King Gizz has further spread that experience — both audio and visual — by making its music and iconography easy for fans to access and manipulate. The band, which today releases music on its own label, p(doom) Records (with distribution by Virgin Music), makes many of its concerts available for free on Bandcamp and has let listeners and indie labels make their own vinyl pressings of its recordings, offering up .wav files, photos and artwork in exchange not for a licensing fee, but for some copies of the finished product. At some shows, King Gizz even arranges record fairs where these bootlegs can be sold.
“I always just thought it was cool,” Mackenzie says. “If someone’s making art and it has something to do with the band, it’s not in my heart to stop anybody from doing that. It’s not in my DNA — like, I remember being a person like that. It doesn’t feel very different to how we make music.”
This community-generated merch will have a dedicated area — the “Mirage City” Bootlegger Alley — at the inaugural Field of Vision, King Gizz’s new three-day camping festival that will debut in Buena Vista, Colo., in August. The band eschewed a major promoter, Cable says, in favor of dealing directly with the festival site, Meadow Creek; the event will feature three three-hour King Gizz sets, along with performances by like-minded artists such as Babe Rainbow, Ryley Walker and White Fence, not to mention a DJ set by Biafra.

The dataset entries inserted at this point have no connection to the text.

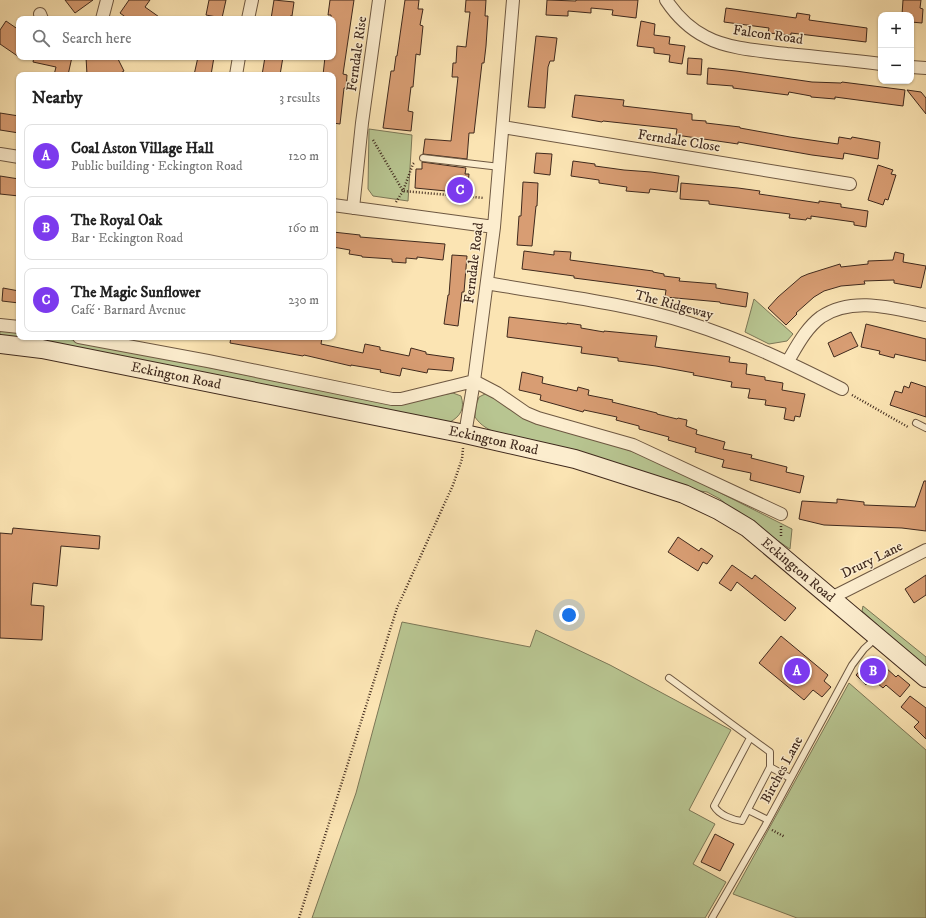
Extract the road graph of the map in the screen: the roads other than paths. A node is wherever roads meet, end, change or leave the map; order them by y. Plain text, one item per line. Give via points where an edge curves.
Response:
1 (108, 0) edge
2 (252, 0) edge
3 (380, 0) edge
4 (513, 0) edge
5 (666, 0) edge
6 (103, 16) edge
7 (249, 16) edge
8 (239, 60) edge
9 (878, 64) edge
10 (914, 67) edge
11 (926, 68) edge
12 (237, 72) edge
13 (503, 128) junction
14 (0, 154) edge
15 (16, 157) edge
16 (423, 158) road end
17 (500, 167) junction
18 (850, 184) dead end
19 (336, 205) edge
20 (353, 208) junction
21 (494, 227) junction
22 (487, 283) junction
23 (926, 315) edge
24 (0, 324) edge
25 (16, 327) edge
26 (95, 340) edge
27 (0, 344) edge
28 (788, 361) junction
29 (474, 381) junction
30 (842, 389) road end
31 (916, 423) dead end
32 (926, 428) edge
33 (465, 434) junction
34 (782, 514) dead end
35 (926, 550) edge
36 (832, 598) junction
37 (877, 636) junction
38 (669, 678) dead end
39 (926, 678) edge
40 (750, 738) junction
41 (770, 767) junction
42 (790, 778) junction
43 (748, 810) junction
44 (766, 823) junction
45 (712, 918) edge

1 - 6 street
2 - 7 street
3 - 20 street, Ferndale Rise via 362,123
4 - 13 street, Ferndale Road
5 - 9 street, Falcon Road via 694,30 723,44
8 - 12 street
10 - 11 street
13 - 17 street, Ferndale Road
13 - 18 street, Ferndale Close
14 - 15 street
16 - 17 lane
17 - 21 street, Ferndale Road
19 - 20 street
20 - 21 street
21 - 22 street, Ferndale Road
22 - 28 street, The Ridgeway via 615,305 670,318 718,333
22 - 29 street, Ferndale Road
23 - 28 street via 869,305 836,310 821,318 808,330
24 - 25 street
26 - 29 street, Eckington Road via 392,399
27 - 33 main road, Eckington Road via 42,349
28 - 30 street, The Ridgeway
29 - 33 street, Ferndale Road
29 - 34 street via 532,415 633,445
31 - 32 lane
33 - 36 main road, Eckington Road via 575,459 684,494 748,528
35 - 36 street, Drury Lane
36 - 37 main road, Eckington Road
37 - 39 main road, Eckington Road
37 - 42 lane, Birches Lane via 852,665
38 - 40 lane
40 - 41 lane via 770,752
40 - 43 lane via 714,806 717,811 742,822
41 - 42 lane
41 - 43 lane
42 - 44 lane, Birches Lane
43 - 44 lane
44 - 45 lane, Birches Lane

Field of Vision is the crown jewel of King Gizz’s ambitious summer agenda. Before inclement weather forced Bonnaroo’s cancellation, the band was set to be the famed festival’s first residency, booked for three different days. “They transcend genre, they have a huge catalog, and they have a die-hard fan base that loves what they do,” says Live Nation/C3 Presents promoter Stephen Greene, who has been involved in booking Bonnaroo for nearly two decades. “They’re game to do cool, out-of-the-box stuff.”

On July 28, King Gizz will kick off an orchestral tour, where eminent ensembles — like the Orchestra of St. Luke’s in New York and Connecticut and the Chicago Philharmonic in the Windy City — will back the band as it brings Phantom Island and selections from its catalog to life under the direction of conductor Sarah Hicks. “They’ve had so many aesthetic worlds that it was really fun to see the evolution and the real variety of stuff they’ve done,” says Hicks, who has worked with Sting, Smokey Robinson, Ben Folds and more non-classical acts and lauds King Gizz for its wide-ranging musical ambition and knowledge.
Come fall, King Gizz will split a European run between such orchestral shows and what it’s billing as a “rave tour.” “Part of it was just us thinking that it was incredibly funny to have this handful of shows with an orchestra doing, like, Royal Albert Hall [in London], and then the other half of the tour just says ‘rave shows’ on it,” Walker jokes — though, in all seriousness, King Gizz has recently taken to trotting out a hulking assemblage of synthesizers during its live shows, and Walker says the band plans to “record a whole bunch of music” when its synthesizer technician visits the group in Australia between its American and European touring legs.
If all this sounds like a lot, well, it is. But King Gizz wouldn’t have it any other way. “I want to feel like I’m just, like, no seat belt on the roller coaster, just hanging on,” Mackenzie says. “That’s the feeling I think we’re chasing in the studio, onstage, making records, doing a show with an orchestra, doing a rave tour. Maybe that’s the adrenaline junkie in me that just found this instead of f–king parkour or something.”
This story appears in the July 19, 2025, issue of Billboard.